PD Dr. med. David Messerer

Forschungsthemen

In mehr als 500 Genen des Menschen wurden bislang Varianten beschrieben, die zu angeborenen Störungen des Immunsystem („inborn Errors of Immunity“ IEI) führen können. Neben Defizienzen des Immunsystems können dabei sowohl Autoimmunitäten als auch Autoinflammationen Bestandteile der klinischen Erscheinungsbilder der Patienten sein. Die Diagnostik dieser Erkrankungen umfasst die genetische Analyse, bei der die Varianten in der genomischen DNA der Patienten aufgespürt werden, sowie die Aufklärung der pathomechanistischen Vorgänge, die zu den verschiedenen Erkrankungen beim Vorliegen der einzelnen Genvarianten führen.

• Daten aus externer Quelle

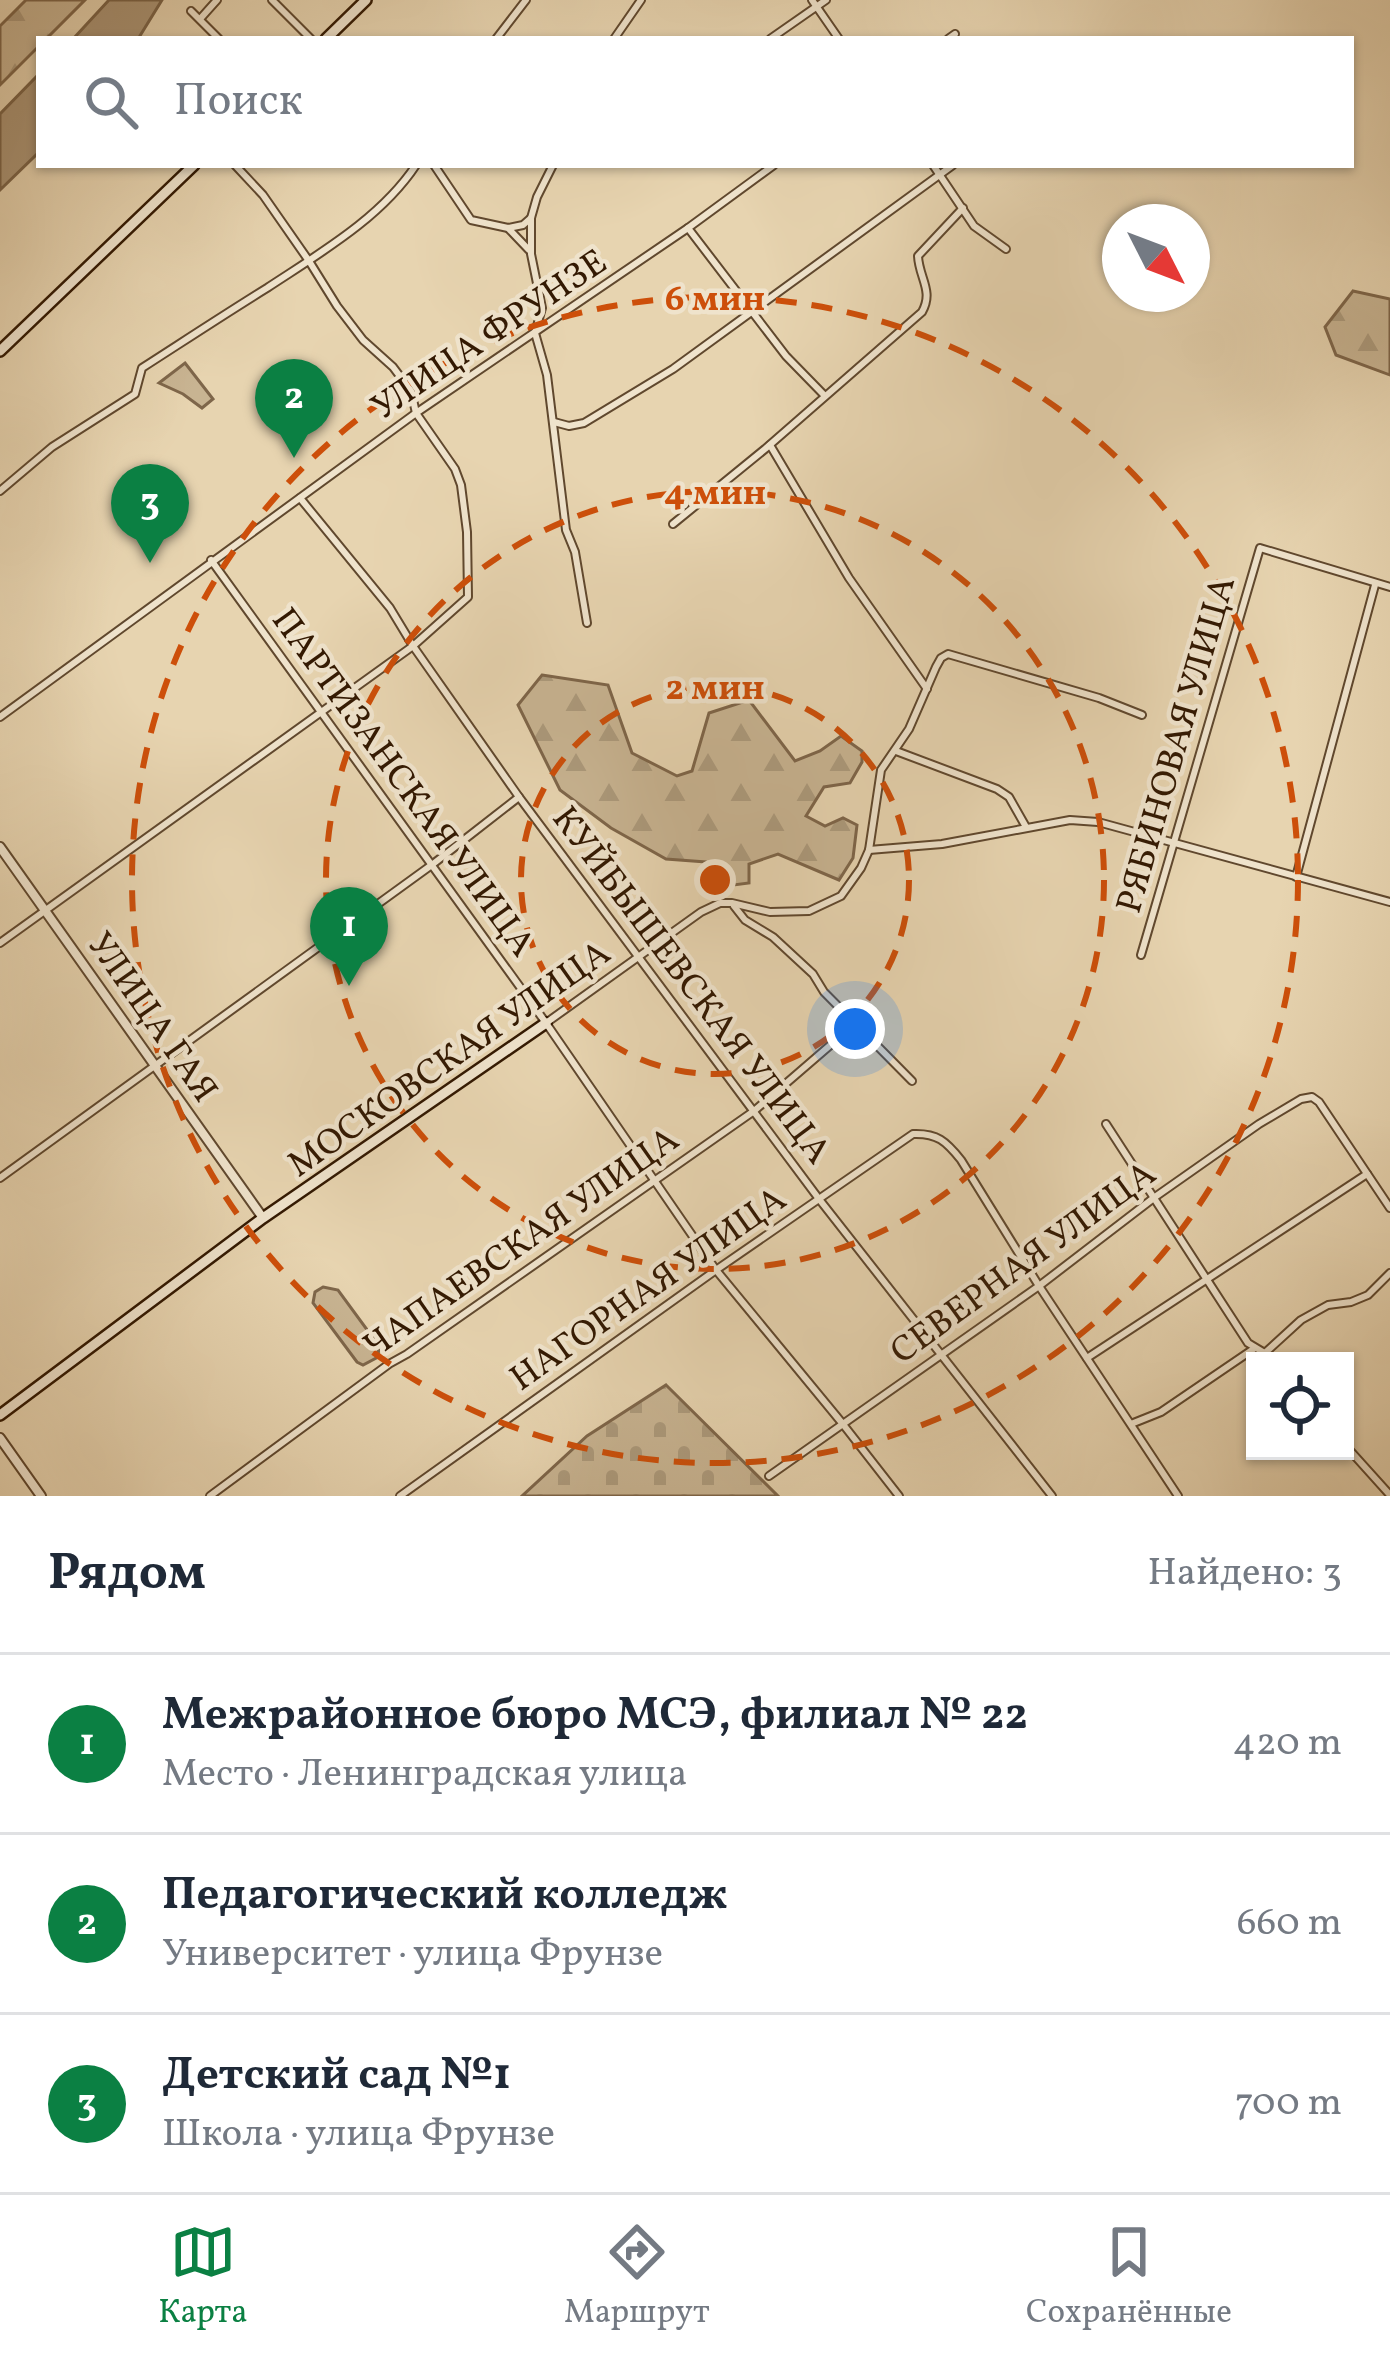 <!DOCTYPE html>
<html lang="ru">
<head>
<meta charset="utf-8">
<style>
	body { margin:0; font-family:Vollkorn,serif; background:#f6f6f7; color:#1f2937 }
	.controls { position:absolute; right:36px; bottom:36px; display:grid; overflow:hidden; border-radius:0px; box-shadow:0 3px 9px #0004 }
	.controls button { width:108px; height:108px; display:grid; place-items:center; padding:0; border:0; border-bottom:3px solid #e0e1e3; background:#fff; color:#1f2937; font:60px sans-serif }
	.compass { position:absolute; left:1102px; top:204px; width:108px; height:108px; border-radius:50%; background:#fff; box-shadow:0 3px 9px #0004; rotate:132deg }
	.you { position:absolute; left:855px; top:1029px; width:42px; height:42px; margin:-30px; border:9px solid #fff; border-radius:50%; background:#1a73e8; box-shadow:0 0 0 18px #1a73e833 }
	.badge { display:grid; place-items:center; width:78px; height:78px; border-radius:50%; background:#0b8043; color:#fff; font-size:39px; font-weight:700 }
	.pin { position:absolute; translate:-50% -99px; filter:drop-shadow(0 3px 6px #0008) }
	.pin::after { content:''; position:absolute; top:63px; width:42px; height:36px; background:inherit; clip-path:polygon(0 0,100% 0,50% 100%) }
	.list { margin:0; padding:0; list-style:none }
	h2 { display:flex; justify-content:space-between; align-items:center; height:156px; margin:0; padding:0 48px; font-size:51px }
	h2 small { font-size:39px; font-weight:400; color:#747a83 }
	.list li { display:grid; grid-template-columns:78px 1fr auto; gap:36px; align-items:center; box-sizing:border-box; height:180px; padding:0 48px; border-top:3px solid #e0e1e3 }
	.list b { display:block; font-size:45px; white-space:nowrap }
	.list p { margin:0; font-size:39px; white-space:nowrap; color:#747a83 }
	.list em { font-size:39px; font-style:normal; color:#747a83 }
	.icon { flex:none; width:66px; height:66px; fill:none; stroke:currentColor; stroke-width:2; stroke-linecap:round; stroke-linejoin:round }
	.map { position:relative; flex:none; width:1390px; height:1496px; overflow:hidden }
	.search { position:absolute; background:#fff; box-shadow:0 3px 9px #0004; left:36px; right:36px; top:36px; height:132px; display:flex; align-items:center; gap:30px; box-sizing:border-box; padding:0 42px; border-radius:0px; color:#747a83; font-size:45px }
	.sheet { height:696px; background:#fff }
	nav { display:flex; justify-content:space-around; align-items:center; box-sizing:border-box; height:168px; border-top:3px solid #e0e1e3; background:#fff; font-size:33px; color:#747a83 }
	nav a { display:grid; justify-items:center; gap:6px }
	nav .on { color:#0b8043 }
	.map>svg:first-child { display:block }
	.green { fill:#c8b492; stroke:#7e664a; stroke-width:3 }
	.forest { fill:url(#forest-firs); stroke:#7e664a; stroke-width:3 }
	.cemetery { fill:url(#cemetery-stones); stroke:#7e664a; stroke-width:3 }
	.water { fill:#aa9475; stroke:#7a6347; stroke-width:3 }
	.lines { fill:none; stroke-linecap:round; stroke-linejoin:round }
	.minor-casing { stroke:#60482e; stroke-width:10 }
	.tertiary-casing { stroke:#60482e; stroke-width:12 }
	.secondary-casing { stroke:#331902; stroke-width:14 }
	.minor { stroke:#efe3cc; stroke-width:6 }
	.tertiary { stroke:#efe3cc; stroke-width:8 }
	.secondary { stroke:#efe3cc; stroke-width:9 }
	.ring { fill:none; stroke:#cd4f0a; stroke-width:6; stroke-dasharray:21 15 }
	.labels { text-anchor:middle; stroke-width:9; stroke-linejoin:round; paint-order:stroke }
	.street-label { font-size:36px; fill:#331902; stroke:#efe3cc }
	.centre { fill:#cd4f0a; stroke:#efe3cc; stroke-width:6 }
	.ring-label { font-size:36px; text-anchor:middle; font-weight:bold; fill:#cd4f0a; stroke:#efe3cc; stroke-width:9; stroke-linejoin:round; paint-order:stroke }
</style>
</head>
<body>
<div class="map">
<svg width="1390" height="1496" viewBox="0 0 1390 1496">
	<defs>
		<pattern id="forest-firs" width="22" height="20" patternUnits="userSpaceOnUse" patternTransform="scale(3)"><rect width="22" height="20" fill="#c8b492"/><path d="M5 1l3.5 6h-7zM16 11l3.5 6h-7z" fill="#ac9a7c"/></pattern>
		<pattern id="cemetery-stones" width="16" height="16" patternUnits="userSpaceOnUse" patternTransform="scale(3)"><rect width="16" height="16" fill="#c8b492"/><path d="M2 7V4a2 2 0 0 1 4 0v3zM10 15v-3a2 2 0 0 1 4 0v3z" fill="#ac9a7c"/></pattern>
	</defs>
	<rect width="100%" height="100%" fill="#e7d4b0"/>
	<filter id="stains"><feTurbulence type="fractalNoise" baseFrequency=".00167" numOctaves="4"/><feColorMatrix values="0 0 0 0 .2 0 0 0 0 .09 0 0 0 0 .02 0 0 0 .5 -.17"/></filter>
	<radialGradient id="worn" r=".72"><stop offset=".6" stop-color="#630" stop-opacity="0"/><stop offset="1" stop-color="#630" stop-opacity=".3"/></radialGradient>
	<g class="green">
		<path d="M 185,363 L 213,399 L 202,408 L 183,394 L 159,383 Z"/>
		<path d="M 323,1287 L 338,1290 L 379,1346 L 378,1357 L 363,1365 L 357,1362 L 313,1303 L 315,1292 Z"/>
	</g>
	<g class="forest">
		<path d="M 26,0 L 85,0 L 46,39 L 39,39 L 39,46 L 0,85 L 0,26 Z"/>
		<path d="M 1353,291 L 1390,299 L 1390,375 L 1336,355 L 1325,327 Z"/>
		<path d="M 542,675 L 608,685 L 632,753 L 677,776 L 692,771 L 709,713 L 749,700 L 795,761 L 820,751 L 841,736 L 862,751 L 862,762 L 850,783 L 824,787 L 806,816 L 825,826 L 843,818 L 857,825 L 853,858 L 839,880 L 778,854 L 749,864 L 749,883 L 726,886 L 706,862 L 666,859 L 611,828 L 560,790 L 518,705 Z"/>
	</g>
	<path class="cemetery" d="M 666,1385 L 778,1496 L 522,1496 L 587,1436 Z"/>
	<g class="water">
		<path d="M 109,0 L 162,0 L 138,39 L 73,39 Z"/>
		<path d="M 39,74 L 39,152 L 0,190 L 0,114 Z"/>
	</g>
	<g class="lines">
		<g class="minor-casing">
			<g id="minor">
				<path d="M 272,0 L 311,39"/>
				<path d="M 812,0 L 839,39"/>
				<path d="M 191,11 L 219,39"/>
				<path d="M 200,19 L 217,0"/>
				<path d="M 496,39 L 526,0"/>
				<path d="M 614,39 L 641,0"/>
				<path d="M 770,39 L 826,0"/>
				<path d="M 948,39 L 955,34"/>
				<path d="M 434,165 L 471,220 L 508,228 L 529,250"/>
				<path d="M 553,165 L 537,197 L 531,218 L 531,254 L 542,308 L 535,333 L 547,375 L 566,530 L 575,552 L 587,623"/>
				<path d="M 933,165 L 974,226 L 1006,249"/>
				<path d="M 508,228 L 523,225 L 531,218"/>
				<path d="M 688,228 L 786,356 L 825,396"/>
				<path d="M 554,422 L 569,426 L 584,423 L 673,369 L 953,165"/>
				<path d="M 770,445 L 849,578 L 927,689"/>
				<path d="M 0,491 L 52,447 L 135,394 L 142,368 C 184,341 225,314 267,288 C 320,253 381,218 416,165"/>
				<path d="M 300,498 L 390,608 L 413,646 L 519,797 L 819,1199 L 1052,1496"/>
				<path d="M 673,524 L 765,449 L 922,312 C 934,291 919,278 918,256 L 963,208"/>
				<path d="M 211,560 L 546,1023 L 716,1270 L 842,1423 L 899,1496"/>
				<path d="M 0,717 L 416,413 L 688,228 L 774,165"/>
				<path d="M 896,751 L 997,789 L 1009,797 L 1026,827"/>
				<path d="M 869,850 L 942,844 L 1070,820 L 1098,822 L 1390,902"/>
				<path d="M 1296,877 L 1375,585"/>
				<path d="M 734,906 L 745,920 L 773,937 L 813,974 L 824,992 L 912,1081"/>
				<path d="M 0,943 L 413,646 L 468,597 L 467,532 L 461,485 L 455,469 L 416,413 L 411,391 L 393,367 L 363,340 L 337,306 L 309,261 L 263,195 L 235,165"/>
				<path d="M 1141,955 L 1260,548 L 1390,587"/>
				<path d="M 546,1023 L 701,912 L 720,903 L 732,903 L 770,912 L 809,911 L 841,896 L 861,868 L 869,850 L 881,770 L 909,729 L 936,667 L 941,658 L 948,654 L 1099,698 L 1142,715"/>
				<path d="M 1106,1124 L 1248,1343 L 1278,1361"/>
				<path d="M 0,1178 L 433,864 L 519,797"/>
				<path d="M 1266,1352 L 1301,1320 L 1328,1305 L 1351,1302 L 1368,1295 L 1390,1273"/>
				<path d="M 1087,1358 L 1367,1174"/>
				<path d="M 1131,1424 L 1161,1412 L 1255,1348"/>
				<path d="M 1345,1445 L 1390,1495"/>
				<path d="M 769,1476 L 1039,1286 L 1155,1197 L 1259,1124 L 1301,1099 L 1312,1097 L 1319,1102 L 1390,1208"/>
				<path d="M 210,1496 L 389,1364 L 407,1354 L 754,1111 L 856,1023"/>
				<path d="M 400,1496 L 716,1270 L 913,1134 C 937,1133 946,1141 961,1160 L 1039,1286 L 1178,1496"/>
			</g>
		</g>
		<g class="tertiary-casing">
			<g id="tertiary">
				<path d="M 0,847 L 263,1218"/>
				<path d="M 0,1438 L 41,1496"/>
			</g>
		</g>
		<g class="secondary-casing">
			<g id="secondary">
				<path d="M 326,39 L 366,0"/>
				<path d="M 0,351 L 194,165"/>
				<path d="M 0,1415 L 263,1218 L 546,1023"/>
			</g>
		</g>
		<use href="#minor" class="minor"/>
		<use href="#tertiary" class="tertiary"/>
		<use href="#secondary" class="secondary"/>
	</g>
	<g class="ring">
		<circle cx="715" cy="880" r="194"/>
		<circle cx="715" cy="880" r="389"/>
		<circle cx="715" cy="880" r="583"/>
	</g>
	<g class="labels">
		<g class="street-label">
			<text transform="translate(488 333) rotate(-34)" y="13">УЛИЦА ФРУНЗЕ</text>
			<text transform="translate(1174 744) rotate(-74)" y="13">РЯБИНОВАЯ УЛИЦА</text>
			<text transform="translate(405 781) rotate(54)" y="13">ПАРТИЗАНСКАЯ УЛИЦА</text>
			<text transform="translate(693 984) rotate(53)" y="13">КУЙБЫШЕВСКАЯ УЛИЦА</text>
			<text transform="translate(154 1016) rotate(55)" y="13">УЛИЦА ГАЯ</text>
			<text transform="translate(448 1057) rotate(-35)" y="13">МОСКОВСКАЯ УЛИЦА</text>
			<text transform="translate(520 1241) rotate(-35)" y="13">ЧАПАЕВСКАЯ УЛИЦА</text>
			<text transform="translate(1022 1261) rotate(-36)" y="13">СЕВЕРНАЯ УЛИЦА</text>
			<text transform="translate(647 1287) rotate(-35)" y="13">НАГОРНАЯ УЛИЦА</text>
		</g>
	</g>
	<circle cx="715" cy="880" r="18" class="centre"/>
	<g class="ring-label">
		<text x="715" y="310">6 мин</text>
		<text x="715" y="504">4 мин</text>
		<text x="715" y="699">2 мин</text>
	</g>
	<rect width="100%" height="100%" filter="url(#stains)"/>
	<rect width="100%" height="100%" fill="url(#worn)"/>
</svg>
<div class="controls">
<button><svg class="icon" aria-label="locate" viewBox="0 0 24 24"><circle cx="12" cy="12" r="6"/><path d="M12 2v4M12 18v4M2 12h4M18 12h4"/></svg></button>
</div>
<svg class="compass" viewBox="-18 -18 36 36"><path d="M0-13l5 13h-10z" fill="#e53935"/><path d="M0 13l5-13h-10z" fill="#747a83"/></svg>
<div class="you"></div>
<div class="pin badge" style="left:349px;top:986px">1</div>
<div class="pin badge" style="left:294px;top:458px">2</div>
<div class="pin badge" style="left:150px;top:563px">3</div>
<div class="search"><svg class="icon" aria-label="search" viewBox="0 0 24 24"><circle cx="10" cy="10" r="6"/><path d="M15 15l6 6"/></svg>Поиск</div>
</div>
<section class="sheet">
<h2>Рядом<small>Найдено: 3</small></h2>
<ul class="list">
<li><span class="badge">1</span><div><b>Межрайонное бюро МСЭ, филиал № 22</b><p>Место · Ленинградская улица</p></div><em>420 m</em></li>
<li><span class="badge">2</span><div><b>Педагогический колледж</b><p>Университет · улица Фрунзе</p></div><em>660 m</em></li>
<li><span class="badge">3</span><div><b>Детский сад №1</b><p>Школа · улица Фрунзе</p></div><em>700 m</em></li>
</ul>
</section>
<nav>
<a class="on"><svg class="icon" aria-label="map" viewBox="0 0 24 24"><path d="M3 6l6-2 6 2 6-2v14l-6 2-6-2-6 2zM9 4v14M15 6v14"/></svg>Карта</a>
<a><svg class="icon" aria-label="directions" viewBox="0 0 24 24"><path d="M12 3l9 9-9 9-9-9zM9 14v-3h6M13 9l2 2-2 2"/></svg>Маршрут</a>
<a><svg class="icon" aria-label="saved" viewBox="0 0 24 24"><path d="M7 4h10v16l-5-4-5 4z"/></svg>Сохранённые</a>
</nav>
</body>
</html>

Diese pathophysiologischen Analysen können bisweilen sehr aufwändig sein und hin zur Nutzung von Zellmodellen, wie den humanen induzierbare Stammzellen, in die, unter Verwendung des CRISPR/Cas9 -Systems, die einzelnen Varianten zu nachfolgenden experimentellen Analysen eingebracht werden können. Immer wieder können dabei bei Patienten neue Gendefekte identifiziert werden und aus den identifizierten Störungen der immunbiologischen Abläufe Erkenntnisse zur komplexen Funktionsweise eines intakten menschlichen Immunsystems gewonnen werden.

Die frühe Erkennung von Bakteriämie, die Identifikation des Pathogens sowie möglicher begleitender Pathogenitätsfaktoren und antimikrobieller Resistenzen sind von hoher klinischer Bedeutung. So sinkt beispielsweise im Kontext von Sepsis die Überlebensrate um circa 8% pro Stunde bei verzögerter Therapieeinleitung. Im transfusionsmedizinischen Kontext spielt die Pathogendetektion beispielsweise im Rahmen von Stammzelltransplantationen, oder in der Herstellung von Blutprodukten eine Rolle. Kontaminationen von Blutprodukten, insbesondere Thrombozytenkonzentraten mit Bakterien, Viren und anderen Pathogenen ist ein ernstes Problem, das sowohl die Qualität des Transfusionsprodukts als auch die Sicherheit des Empfängers beeinträchtigt.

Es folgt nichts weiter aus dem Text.